- PROVIDED DATA
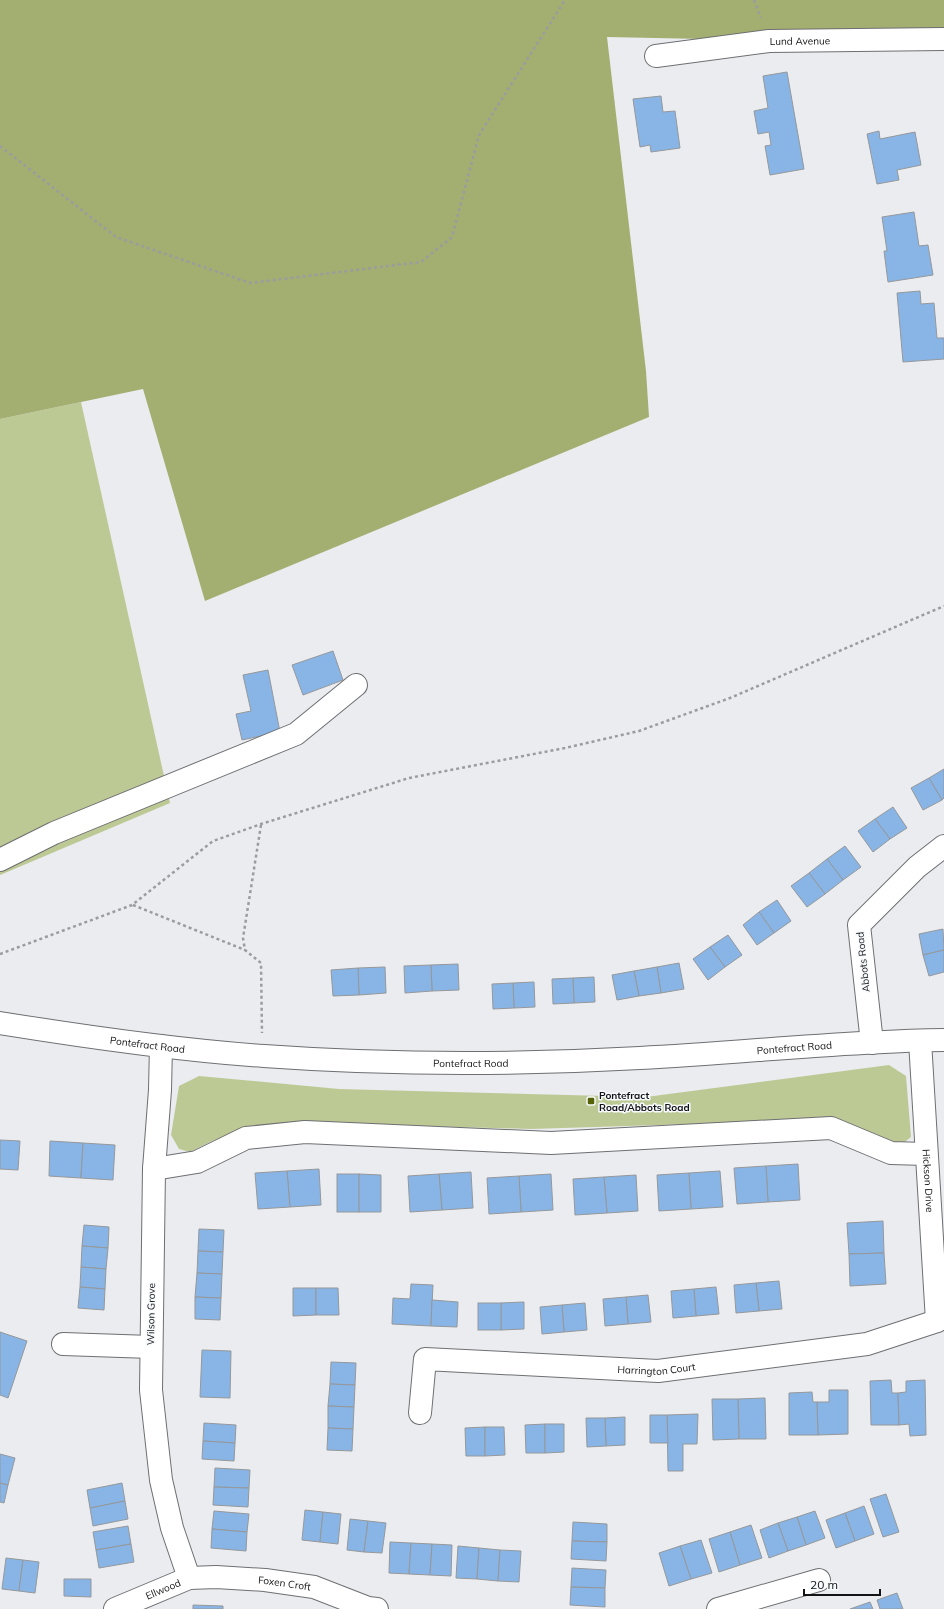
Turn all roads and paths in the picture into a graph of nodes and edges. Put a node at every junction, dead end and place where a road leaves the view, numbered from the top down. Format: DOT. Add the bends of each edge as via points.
graph roads {
  1 [pos="565,0"];
  2 [pos="944,39"];
  3 [pos="656,56"];
  4 [pos="0,146"];
  5 [pos="944,606"];
  6 [pos="356,685"];
  7 [pos="261,824"];
  8 [pos="944,846"];
  9 [pos="0,860"];
  10 [pos="132,905"];
  11 [pos="246,950"];
  12 [pos="0,954"];
  13 [pos="0,1023"];
  14 [pos="944,1040"];
  15 [pos="920,1041"];
  16 [pos="872,1043"];
  17 [pos="161,1046"];
  18 [pos="262,1056"];
  19 [pos="926,1154"];
  20 [pos="154,1169"];
  21 [pos="940,1324"];
  22 [pos="63,1344"];
  23 [pos="150,1347"];
  24 [pos="420,1413"];
  25 [pos="189,1578"];
  26 [pos="819,1580"];
  27 [pos="750,1604"];
  28 [pos="365,1608"];
  29 [pos="115,1609"];
  30 [pos="718,1609"];
  1 -- 4 [label="path" via="479,135 452,237 421,262 250,283 116,236"];
  2 -- 3 [label="main road, Lund Avenue" via="769,41"];
  5 -- 7 [label="path" via="730,698 639,731 409,778"];
  6 -- 9 [label="main road" via="296,734 54,833"];
  7 -- 10 [label="path" via="213,841"];
  7 -- 11 [label="path" via="243,938"];
  8 -- 16 [label="main road, Abbots Road" via="917,868 859,925"];
  10 -- 11 [label="path"];
  10 -- 12 [label="path"];
  11 -- 18 [label="path" via="261,963"];
  13 -- 17 [label="main road, Pontefract Road"];
  14 -- 15 [label="main road, Pontefract Road"];
  15 -- 16 [label="main road, Pontefract Road"];
  15 -- 19 [label="main road, Hickson Drive"];
  16 -- 18 [label="main road, Pontefract Road" via="639,1058 454,1063"];
  17 -- 18 [label="main road, Pontefract Road"];
  17 -- 20 [label="main road, Wilson Grove"];
  19 -- 20 [label="main road" via="891,1153 831,1128 551,1143 305,1132 246,1138 196,1162"];
  19 -- 21 [label="main road, Hickson Drive"];
  20 -- 23 [label="main road, Wilson Grove"];
  21 -- 24 [label="main road, Harrington Court" via="867,1344 658,1371 425,1360"];
  22 -- 23 [label="main road"];
  23 -- 25 [label="main road, Wilson Grove" via="151,1390 161,1480 172,1528"];
  25 -- 28 [label="main road, Foxen Croft" via="240,1578 289,1582 314,1587"];
  25 -- 29 [label="main road, Ellwood"];
  26 -- 27 [label="main road"];
  27 -- 30 [label="main road"];
}
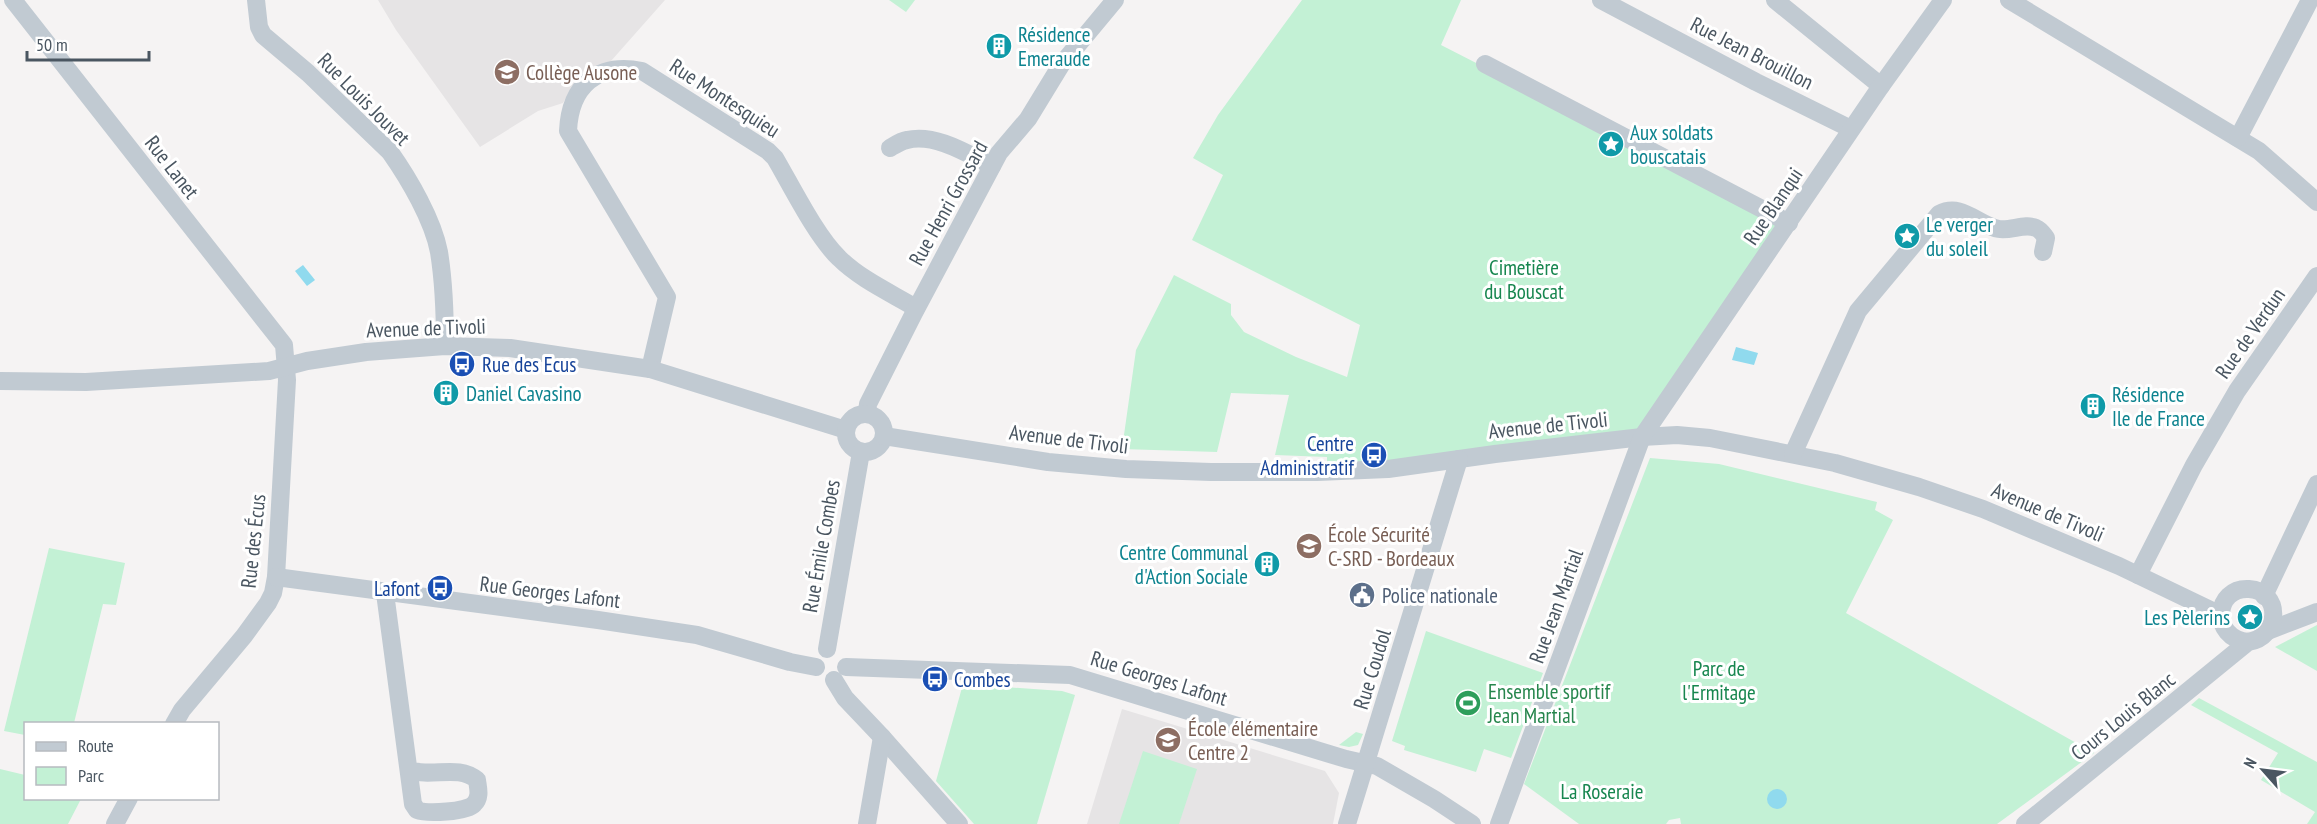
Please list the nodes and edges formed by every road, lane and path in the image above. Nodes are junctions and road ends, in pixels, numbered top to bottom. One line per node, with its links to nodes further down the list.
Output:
1 (13, 0): 21 (street, Rue Lanet)
2 (256, 0): 20 (street, Rue Louis Jouvet)
3 (1115, 0): 14 (street, Rue Henri Grossard)
4 (1601, 0): 11 (street, Rue Jean Brouillon)
5 (1775, 0): 10 (street)
6 (1943, 0): 10 (street, Rue Blanqui)
7 (2009, 0): 12 (street)
8 (2310, 0): 12 (street)
9 (1485, 64): 16 (street)
10 (1881, 86): 11 (street, Rue Blanqui)
11 (1851, 129): 16 (street, Rue Blanqui)
12 (2238, 138): 15 (street)
13 (890, 148): 14 (street)
14 (992, 166): 19 (street, Rue Henri Grossard)
15 (2317, 202)
16 (1789, 223): 27 (street, Rue Blanqui)
17 (2043, 252): 29 (street)
18 (2317, 276): 32 (street, Rue de Verdun)
19 (916, 308): 22 (street, Rue Montesquieu); 24 (street, Rue Henri Grossard)
20 (445, 345): 21 (street, Avenue de Tivoli); 22 (street, Avenue de Tivoli)
21 (286, 366): 23 (street, Avenue de Tivoli); 33 (street, Rue des Écus)
22 (650, 369): 25 (street, Avenue de Tivoli)
23 (0, 381)
24 (867, 414): 25 (street); 26 (street)
25 (846, 430): 28 (street)
26 (884, 436): 28 (street); 30 (street, Avenue de Tivoli)
27 (1642, 437): 29 (street, Avenue de Tivoli); 30 (street, Avenue de Tivoli); 55 (street, Rue Jean Martial)
28 (861, 452): 41 (street, Rue Émile Combes)
29 (1793, 454): 32 (street, Avenue de Tivoli)
30 (1459, 459): 47 (street, Rue Coudol)
31 (2317, 483): 35 (street)
32 (2138, 575): 36 (street, Avenue de Tivoli)
33 (276, 577): 34 (street, Rue Georges Lafont); 45 (street, Rue des Écus)
34 (385, 592): 42 (street, Rue Georges Lafont); 48 (street)
35 (2268, 602): 36 (street); 37 (street); 38 (street)
36 (2222, 609): 39 (street)
37 (2313, 614): 38 (street)
38 (2270, 630): 40 (street)
39 (2227, 633): 40 (street); 44 (street)
40 (2248, 642): 44 (street, Cours Louis Blanc)
41 (827, 649): 42 (street); 43 (street)
42 (816, 667): 43 (street)
43 (840, 673): 46 (street); 47 (street, Rue Georges Lafont)
44 (2205, 678): 56 (street, Cours Louis Blanc)
45 (175, 722)
46 (882, 737): 51 (street); 52 (street)
47 (1366, 765): 53 (street, Rue Coudol); 54 (street, Rue Georges Lafont)
48 (410, 770)
49 (128, 800): 50 (street)
50 (115, 824)
51 (867, 824)
52 (959, 824)
53 (1347, 824)
54 (1472, 824)
55 (1499, 824)
56 (2025, 824)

- EXERCISE DESCRIPTION
For each line above that contains "Drive", make a copy.

- ANSWER SECTION
  15 -- 19 [label="main road, Hickson Drive"];
  19 -- 21 [label="main road, Hickson Drive"];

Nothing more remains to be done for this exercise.